O governo anunciou que a prorrogação do subsídio de R$ 0,44 por litro de gasolina deve resultar em um custo de até R$ 1,3 bilhão por mês. A medida, que visa conter o preço do combustível nas bombas, será válida por mais 30 dias, iniciando em 26 de julho.
Bruno Moretti, ministro do Planejamento e Orçamento, destacou que a extensão da subvenção ocorre em um cenário de preocupação com a inflação e o impacto dos combustíveis sobre o custo de vida da população. A alta internacional do petróleo tem gerado incertezas que influenciam a política de preços do governo.
No que diz respeito ao diesel, a subvenção de R$ 1,12 por litro terá um custo estimado entre R$ 5 bilhões e R$ 5,5 bilhões por mês. Moretti ressaltou que, apesar da crise no Oriente Médio e da recente disparada dos preços internacionais do petróleo, que ultrapassaram os US$ 100 o barril, o governo não tem a intenção de reinstituir o subsídio de R$ 0,35 por litro de diesel. Essa medida, que vigorou em maio, foi encerrada no mês passado.

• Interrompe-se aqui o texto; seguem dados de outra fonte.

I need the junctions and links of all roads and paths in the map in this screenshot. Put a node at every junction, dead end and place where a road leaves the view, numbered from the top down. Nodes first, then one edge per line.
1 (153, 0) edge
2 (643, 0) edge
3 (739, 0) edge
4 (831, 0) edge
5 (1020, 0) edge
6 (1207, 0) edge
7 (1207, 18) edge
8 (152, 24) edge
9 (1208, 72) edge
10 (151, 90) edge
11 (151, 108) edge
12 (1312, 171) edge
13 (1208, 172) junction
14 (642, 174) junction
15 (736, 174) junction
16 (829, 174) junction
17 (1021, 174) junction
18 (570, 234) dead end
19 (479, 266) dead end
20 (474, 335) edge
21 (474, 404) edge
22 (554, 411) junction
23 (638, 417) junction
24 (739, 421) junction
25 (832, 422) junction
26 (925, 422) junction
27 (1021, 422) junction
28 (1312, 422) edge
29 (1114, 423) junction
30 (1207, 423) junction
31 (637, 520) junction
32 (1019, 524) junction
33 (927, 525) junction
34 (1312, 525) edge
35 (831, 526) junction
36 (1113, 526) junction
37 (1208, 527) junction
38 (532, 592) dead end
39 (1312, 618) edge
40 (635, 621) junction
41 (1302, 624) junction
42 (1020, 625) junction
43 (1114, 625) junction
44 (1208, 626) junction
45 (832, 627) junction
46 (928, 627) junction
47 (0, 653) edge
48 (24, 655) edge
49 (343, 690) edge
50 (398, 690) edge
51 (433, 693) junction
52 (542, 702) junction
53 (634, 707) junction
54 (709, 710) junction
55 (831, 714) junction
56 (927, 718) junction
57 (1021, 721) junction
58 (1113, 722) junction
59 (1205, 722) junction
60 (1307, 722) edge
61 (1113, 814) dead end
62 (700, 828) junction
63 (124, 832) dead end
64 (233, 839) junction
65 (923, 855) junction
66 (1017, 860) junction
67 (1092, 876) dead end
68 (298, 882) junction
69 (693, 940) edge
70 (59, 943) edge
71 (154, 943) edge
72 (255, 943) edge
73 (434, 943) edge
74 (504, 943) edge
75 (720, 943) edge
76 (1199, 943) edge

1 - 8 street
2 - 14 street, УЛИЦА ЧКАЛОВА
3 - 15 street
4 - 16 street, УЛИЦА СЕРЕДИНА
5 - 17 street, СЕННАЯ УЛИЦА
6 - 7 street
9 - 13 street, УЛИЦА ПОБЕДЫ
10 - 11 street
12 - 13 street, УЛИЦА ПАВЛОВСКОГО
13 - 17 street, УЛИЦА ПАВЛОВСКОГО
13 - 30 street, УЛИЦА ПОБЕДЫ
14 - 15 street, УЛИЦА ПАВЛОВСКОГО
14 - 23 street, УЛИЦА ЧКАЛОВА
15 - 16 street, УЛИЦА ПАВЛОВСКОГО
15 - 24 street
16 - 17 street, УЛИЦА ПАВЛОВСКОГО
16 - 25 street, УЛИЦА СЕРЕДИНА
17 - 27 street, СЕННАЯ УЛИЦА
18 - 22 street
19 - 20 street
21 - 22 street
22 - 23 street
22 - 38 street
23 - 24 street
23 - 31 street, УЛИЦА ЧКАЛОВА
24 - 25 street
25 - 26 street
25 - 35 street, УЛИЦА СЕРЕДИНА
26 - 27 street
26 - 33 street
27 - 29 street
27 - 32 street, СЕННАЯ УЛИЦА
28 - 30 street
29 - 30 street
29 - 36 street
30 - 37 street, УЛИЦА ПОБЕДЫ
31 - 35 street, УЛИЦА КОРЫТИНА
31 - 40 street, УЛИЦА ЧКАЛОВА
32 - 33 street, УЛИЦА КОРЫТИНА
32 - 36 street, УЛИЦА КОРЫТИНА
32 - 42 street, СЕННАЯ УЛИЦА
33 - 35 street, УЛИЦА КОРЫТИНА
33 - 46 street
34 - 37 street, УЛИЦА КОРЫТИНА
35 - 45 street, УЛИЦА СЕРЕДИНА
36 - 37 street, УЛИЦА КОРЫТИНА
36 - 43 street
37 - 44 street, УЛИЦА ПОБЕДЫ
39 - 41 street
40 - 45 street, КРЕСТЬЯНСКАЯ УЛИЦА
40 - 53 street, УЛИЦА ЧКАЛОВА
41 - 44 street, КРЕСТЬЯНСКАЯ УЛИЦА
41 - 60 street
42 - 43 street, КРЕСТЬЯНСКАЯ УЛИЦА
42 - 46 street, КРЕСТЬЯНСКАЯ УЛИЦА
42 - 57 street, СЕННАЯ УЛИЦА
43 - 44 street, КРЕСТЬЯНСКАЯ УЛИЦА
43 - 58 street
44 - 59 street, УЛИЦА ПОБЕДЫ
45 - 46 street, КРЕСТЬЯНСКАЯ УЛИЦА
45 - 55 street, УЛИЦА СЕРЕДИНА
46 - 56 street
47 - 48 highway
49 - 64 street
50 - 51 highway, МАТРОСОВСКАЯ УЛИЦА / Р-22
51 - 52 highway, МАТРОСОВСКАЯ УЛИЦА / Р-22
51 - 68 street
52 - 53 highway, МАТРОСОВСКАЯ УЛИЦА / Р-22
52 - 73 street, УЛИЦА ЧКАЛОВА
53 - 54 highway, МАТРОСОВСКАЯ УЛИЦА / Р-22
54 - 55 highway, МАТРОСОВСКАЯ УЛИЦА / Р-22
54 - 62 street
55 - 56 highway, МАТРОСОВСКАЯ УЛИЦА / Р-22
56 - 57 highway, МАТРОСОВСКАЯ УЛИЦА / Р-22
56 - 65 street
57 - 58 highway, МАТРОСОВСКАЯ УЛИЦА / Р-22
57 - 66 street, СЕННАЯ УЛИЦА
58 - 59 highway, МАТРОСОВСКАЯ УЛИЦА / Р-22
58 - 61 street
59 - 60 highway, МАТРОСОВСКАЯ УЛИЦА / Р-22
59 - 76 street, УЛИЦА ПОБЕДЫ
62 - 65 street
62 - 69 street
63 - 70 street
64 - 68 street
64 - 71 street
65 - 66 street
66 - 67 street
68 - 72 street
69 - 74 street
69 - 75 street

O ministro enfatizou que, após avaliação, os preços internos do combustível estão equilibrados, não havendo necessidade de retomar o subsídio de R$ 0,35, mesmo diante do aumento nos preços internacionais. Durante a divulgação do Relatório de Avaliação de Receitas e Despesas Bimestral, Moretti afirmou que a estratégia do governo é a de suavização e que, por ora, é crucial manter o subsídio de R$ 1,12, que já exige um esforço fiscal considerável.
A decisão de prorrogar os subsídios reflete a preocupação do governo em garantir a estabilidade econômica em um momento de turbulências externas e pressões inflacionárias. As medidas adotadas serão reavaliadas periodicamente, com a intenção de serem extintas assim que a situação permitir.